# Slip and fall lawsuit



## wishfull (Nov 22, 2017)

After 8 yrs. bound to happen I suppose. Women says she slipped and broke her ankle on one of our sites (she worked in a liquor store there). Says she is suffering from all kinds of mental anguish, can't sleep, has fears of falling and such. But get this, accident supposedly happened 23 months ago. We hadn't any snow for over three weeks at this time and we were not contracted to salt or sand this lot except on call out by landlord. We keep very meticulous records of everything we do and include this information on our billings. Our insurance company just loves us right now and told the woman's lawyer to stuff it where the sun don't shine. My question is: Does B.S. like this happen often and am I lucky so far? How do you deal with this?


----------



## kimber750 (Sep 19, 2011)

I would assume some type of statute of limitation in your case. Almost two years later?


----------



## iceyman (Mar 1, 2007)

Yea bs but if its probably a 2 yr statute.. give them all the facts and let the insurance co deal with it. In this day and age she will probably get a small settlement to go away unfortunately


----------



## Randall Ave (Oct 29, 2014)

Nothing to worry about. You have documentation, and insurance. Did you get a 30 page question sheet yet?


----------



## FredG (Oct 15, 2012)

Must be sick of working in the liquor store. Not that they won't give her a small bone to get rid of her, They have to prove you negligent. Don't sweat it, your insurance company will handle it.


----------



## MSsnowplowing (Nov 1, 2012)

Don't sweat it, that's why you have insurance.
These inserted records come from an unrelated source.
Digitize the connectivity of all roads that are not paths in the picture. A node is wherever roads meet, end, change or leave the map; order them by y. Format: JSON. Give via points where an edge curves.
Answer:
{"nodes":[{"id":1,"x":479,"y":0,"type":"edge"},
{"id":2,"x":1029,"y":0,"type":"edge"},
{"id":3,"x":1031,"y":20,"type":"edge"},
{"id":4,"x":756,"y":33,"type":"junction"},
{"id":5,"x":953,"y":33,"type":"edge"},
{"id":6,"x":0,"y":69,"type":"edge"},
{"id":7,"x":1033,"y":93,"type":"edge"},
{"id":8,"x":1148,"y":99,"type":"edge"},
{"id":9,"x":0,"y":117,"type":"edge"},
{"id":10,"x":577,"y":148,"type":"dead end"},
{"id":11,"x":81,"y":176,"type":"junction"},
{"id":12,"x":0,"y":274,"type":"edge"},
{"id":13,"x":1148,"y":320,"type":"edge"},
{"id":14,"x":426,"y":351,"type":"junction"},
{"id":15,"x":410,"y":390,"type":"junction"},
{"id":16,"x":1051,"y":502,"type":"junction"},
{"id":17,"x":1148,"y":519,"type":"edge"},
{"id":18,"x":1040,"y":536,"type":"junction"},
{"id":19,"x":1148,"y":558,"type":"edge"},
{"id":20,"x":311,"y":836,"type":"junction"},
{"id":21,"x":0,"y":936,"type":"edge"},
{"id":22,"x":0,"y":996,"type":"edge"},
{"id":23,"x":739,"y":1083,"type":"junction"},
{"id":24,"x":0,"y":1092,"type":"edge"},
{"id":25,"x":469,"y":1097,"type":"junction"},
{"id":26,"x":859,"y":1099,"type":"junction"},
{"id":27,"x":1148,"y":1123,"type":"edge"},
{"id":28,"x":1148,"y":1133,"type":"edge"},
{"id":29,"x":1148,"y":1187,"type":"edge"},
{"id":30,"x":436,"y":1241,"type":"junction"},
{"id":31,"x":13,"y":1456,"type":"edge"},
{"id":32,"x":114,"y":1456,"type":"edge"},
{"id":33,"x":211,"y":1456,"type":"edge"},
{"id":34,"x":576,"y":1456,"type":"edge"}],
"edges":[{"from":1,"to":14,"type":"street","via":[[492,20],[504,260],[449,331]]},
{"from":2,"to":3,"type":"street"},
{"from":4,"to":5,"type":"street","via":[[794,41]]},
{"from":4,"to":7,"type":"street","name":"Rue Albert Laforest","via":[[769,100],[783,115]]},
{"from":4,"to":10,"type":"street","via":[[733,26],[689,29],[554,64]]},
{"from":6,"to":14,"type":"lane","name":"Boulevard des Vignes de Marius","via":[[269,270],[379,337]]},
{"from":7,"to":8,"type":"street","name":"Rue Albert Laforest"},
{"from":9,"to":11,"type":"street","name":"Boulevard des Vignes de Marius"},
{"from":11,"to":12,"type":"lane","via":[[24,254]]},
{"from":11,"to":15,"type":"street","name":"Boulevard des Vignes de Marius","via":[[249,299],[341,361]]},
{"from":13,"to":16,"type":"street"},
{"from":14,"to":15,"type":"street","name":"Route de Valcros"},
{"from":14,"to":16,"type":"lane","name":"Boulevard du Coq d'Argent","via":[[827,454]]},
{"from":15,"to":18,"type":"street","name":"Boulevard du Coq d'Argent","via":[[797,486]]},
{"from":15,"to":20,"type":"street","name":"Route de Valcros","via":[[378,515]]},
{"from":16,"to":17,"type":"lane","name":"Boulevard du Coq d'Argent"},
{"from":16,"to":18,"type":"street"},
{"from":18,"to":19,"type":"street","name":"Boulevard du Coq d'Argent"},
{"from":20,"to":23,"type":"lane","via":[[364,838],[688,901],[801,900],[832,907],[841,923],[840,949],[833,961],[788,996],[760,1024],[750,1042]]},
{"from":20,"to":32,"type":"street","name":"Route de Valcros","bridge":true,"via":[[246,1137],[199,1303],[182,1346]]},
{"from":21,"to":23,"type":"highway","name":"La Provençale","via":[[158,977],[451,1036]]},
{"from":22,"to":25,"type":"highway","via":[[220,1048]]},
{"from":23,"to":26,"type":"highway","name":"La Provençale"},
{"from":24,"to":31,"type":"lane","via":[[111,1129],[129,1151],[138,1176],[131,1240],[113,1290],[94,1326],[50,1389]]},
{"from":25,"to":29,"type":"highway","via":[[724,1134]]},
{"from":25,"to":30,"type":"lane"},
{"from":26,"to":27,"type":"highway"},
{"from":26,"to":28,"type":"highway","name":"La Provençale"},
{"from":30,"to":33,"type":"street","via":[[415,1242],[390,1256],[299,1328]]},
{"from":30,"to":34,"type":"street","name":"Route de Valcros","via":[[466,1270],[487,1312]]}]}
Good you kept the paperwork and logs, I keep mine for 5 years just in case.

Also if you don't already, you should put in your contract you are not responsible for any slip and fall and the client assumes all responsibly they don't want you putting down product.

Ran into that a few years back and clearly stated that, then there was a slip and fall, his lawyer contacted me and I sent him the contract with that highlighted, took me right out of the lawsuit.


----------



## FredG (Oct 15, 2012)

Don't talk to any smooth talking ambulance chaser, Anybody tries to contact you tell them to contact your insurance company.


----------



## wishfull (Nov 22, 2017)

Yup, I'm sending off my documentation today along with the official weather data report for the 30 days leading up to the so called accident. A lot of checking up to do as to exactly where she fell as there is an area that the tenant's employees are supposed to maintain. Also found out she is suing the new owners of the liquor store. They didn't take over for 4 months after this supposedly happened. Insurance company checking to see if she filed for W.C.B. cause if she did, here in Alberta anyway, she can't sue. Some people sure like to ride around on other peoples coat tails. And yes, everyone should document everything the do and keep notes on the weather, hang on to your paperwork for at least two years. Hope all you plowers down east get some snow soon so you can buy yourselves some new toys for Xmas.


----------



## Mark Oomkes (Dec 10, 2000)

Here in Michigan, it's 2 years for slip and fall. 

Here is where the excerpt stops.